So in addition to the portable sharing, we're looking at ten years of P2P file sharing and a lot of ifs.

So how are you going to monetize your rights, then? You need to be paid and you have shareholders to answer to. When file sharing becomes ubiquitous, and unstoppable, that's the question they'll be asking.

But this is an opportunity.

So here's a modest proposal. Stop trying to prevent file sharing, and start counting it. Lobby to raise some money from somewhere. It could be a tax, it could be a fee on your phone bill, it could be a broadband tax, it could be an hifi or iPod tax. (Germany taxes CD burners) But the figures for these are very low. The United States alone could subsidize its movie and recording industries for two dollars a week per household out of general taxation. That's everything. Permanent income for life - assuming people watch or listen to the stuff - for a rounding error.

If we compensate only a small part of what you say you're losing - say twenty per cent of your revenues, then that's $27 (£15.25) a year; 51 (28p) cents a week. For less than a bag of crisps per household per week, the record industry's piracy problem will have disappeared. Many people think that's fair - certainly in Europe! But there are deep ideological objections associated with general taxation in the USA, and few Americans would share the view that they pay for the rest of the world to get a free ride.

Yes, there'll be shareholder lawsuits. Your shareholders may sue that your business won't grow. You'll win this one, because it's all about selling stuff: these aren't commies going to steal your property. Governments don't even need to get involved, here.

But you will need to remember how to sell music again. That's what you're supposed to be good at, and it's what I hope you'll do.

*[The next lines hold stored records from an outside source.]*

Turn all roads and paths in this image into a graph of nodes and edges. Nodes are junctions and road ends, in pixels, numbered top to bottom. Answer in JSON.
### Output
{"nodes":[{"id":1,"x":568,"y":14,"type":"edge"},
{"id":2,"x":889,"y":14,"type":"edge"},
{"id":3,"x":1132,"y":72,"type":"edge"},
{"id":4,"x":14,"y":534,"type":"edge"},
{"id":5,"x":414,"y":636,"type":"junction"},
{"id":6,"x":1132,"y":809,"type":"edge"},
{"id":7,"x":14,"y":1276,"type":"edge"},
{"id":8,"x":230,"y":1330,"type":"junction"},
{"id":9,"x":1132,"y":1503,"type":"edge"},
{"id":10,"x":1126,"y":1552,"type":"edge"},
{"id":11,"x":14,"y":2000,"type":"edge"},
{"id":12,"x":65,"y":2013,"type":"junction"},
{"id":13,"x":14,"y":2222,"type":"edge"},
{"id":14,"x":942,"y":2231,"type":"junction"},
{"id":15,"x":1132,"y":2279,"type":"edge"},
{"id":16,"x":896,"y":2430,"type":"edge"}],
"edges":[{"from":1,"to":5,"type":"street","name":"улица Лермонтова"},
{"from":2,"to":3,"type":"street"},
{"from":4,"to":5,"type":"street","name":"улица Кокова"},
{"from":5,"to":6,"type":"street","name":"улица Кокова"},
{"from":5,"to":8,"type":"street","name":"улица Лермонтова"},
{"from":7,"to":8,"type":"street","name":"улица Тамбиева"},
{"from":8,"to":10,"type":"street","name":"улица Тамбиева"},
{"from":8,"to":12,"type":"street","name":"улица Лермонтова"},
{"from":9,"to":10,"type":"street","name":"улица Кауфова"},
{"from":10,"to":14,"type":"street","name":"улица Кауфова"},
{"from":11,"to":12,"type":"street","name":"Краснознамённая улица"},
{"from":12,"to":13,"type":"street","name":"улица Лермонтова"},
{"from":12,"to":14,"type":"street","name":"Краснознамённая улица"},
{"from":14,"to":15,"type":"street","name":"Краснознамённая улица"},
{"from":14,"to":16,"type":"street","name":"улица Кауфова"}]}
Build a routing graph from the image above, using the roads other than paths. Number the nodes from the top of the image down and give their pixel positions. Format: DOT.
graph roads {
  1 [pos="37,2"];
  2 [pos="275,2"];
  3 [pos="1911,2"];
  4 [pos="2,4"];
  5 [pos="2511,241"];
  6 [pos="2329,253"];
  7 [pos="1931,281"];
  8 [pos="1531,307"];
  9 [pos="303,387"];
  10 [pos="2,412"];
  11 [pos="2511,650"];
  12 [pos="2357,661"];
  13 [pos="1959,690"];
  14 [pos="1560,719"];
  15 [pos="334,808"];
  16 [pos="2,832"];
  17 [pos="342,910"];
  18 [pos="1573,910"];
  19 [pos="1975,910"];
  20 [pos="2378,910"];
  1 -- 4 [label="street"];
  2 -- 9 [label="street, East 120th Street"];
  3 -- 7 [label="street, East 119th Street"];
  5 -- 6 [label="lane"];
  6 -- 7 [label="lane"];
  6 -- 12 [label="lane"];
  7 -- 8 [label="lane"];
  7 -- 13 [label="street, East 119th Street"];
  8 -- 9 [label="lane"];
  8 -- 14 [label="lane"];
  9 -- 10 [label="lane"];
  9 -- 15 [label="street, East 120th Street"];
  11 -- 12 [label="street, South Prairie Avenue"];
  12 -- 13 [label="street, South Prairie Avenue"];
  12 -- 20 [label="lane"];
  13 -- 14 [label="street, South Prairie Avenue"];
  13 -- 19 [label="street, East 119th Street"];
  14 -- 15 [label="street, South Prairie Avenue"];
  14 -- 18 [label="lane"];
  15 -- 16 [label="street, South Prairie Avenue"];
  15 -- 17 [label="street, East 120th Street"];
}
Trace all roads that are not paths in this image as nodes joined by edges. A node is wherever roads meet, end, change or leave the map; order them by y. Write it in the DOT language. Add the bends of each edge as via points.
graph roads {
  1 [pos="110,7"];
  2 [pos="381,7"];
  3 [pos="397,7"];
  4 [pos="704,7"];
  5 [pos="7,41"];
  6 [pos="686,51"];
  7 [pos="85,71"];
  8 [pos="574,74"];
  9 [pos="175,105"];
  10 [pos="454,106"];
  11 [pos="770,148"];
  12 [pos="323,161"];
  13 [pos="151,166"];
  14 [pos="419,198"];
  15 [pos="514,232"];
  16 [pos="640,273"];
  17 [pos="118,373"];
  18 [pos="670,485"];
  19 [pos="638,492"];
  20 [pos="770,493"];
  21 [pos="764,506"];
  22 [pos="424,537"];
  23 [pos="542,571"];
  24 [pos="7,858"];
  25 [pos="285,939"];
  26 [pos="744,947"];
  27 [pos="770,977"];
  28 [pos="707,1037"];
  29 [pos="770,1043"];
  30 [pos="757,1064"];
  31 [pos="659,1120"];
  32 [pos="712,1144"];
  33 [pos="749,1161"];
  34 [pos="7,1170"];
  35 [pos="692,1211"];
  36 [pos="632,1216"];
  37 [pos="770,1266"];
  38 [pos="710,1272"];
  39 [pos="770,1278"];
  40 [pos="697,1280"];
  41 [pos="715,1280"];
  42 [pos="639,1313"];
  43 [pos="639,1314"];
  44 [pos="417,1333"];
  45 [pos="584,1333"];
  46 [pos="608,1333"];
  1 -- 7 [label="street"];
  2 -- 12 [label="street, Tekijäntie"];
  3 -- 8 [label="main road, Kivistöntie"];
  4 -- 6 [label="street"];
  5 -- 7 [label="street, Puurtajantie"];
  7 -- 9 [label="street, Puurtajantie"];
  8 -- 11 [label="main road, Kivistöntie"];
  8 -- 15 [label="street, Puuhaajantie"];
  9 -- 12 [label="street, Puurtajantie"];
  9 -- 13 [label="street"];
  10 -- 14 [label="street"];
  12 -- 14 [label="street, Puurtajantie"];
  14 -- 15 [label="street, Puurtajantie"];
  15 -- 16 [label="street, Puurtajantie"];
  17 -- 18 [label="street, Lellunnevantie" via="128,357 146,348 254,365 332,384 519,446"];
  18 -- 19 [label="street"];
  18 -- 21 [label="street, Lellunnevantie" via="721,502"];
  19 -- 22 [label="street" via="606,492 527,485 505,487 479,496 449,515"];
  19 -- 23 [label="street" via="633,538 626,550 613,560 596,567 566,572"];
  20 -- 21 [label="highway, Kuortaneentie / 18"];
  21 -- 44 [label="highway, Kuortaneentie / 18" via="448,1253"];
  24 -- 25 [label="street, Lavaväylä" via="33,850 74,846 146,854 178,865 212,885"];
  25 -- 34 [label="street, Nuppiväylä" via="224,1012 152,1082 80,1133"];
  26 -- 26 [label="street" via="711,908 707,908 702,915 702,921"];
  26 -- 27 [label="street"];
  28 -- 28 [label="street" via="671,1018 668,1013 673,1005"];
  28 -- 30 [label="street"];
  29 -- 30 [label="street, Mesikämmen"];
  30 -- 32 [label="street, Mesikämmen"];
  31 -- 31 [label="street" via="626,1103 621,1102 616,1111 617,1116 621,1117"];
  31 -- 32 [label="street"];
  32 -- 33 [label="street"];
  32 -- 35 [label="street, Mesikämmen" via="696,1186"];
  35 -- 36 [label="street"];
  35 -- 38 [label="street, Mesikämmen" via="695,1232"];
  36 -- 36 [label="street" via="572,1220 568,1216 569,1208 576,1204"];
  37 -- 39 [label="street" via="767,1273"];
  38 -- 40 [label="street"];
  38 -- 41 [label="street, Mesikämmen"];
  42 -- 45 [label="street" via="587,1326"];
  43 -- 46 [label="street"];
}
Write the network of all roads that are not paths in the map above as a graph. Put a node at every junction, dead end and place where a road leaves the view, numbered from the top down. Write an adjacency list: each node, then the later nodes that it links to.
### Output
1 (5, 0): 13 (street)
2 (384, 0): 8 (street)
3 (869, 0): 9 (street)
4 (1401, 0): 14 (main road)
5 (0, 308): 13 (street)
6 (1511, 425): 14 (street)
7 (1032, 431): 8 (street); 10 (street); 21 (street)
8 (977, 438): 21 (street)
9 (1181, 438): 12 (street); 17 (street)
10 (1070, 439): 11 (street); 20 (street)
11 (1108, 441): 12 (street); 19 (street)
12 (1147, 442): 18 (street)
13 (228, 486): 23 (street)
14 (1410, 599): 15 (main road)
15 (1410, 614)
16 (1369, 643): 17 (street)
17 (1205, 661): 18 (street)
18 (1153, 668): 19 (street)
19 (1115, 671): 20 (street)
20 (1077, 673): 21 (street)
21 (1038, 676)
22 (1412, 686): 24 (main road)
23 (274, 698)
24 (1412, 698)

Let's go through the options. Anyone not on the Internet isn't doing a lot of file sharing. So why should they pay, either? A broadband tax on US users of around $5 a month would compensate both the recording and movie industries 20 per cent of 2000 revenues. Since CD sales are going up, and the link between p2p sharing and is contentious at best that would be a fair figure.

But in the future, most file sharing will be done between people in an ad hoc, personal network.

What happens then?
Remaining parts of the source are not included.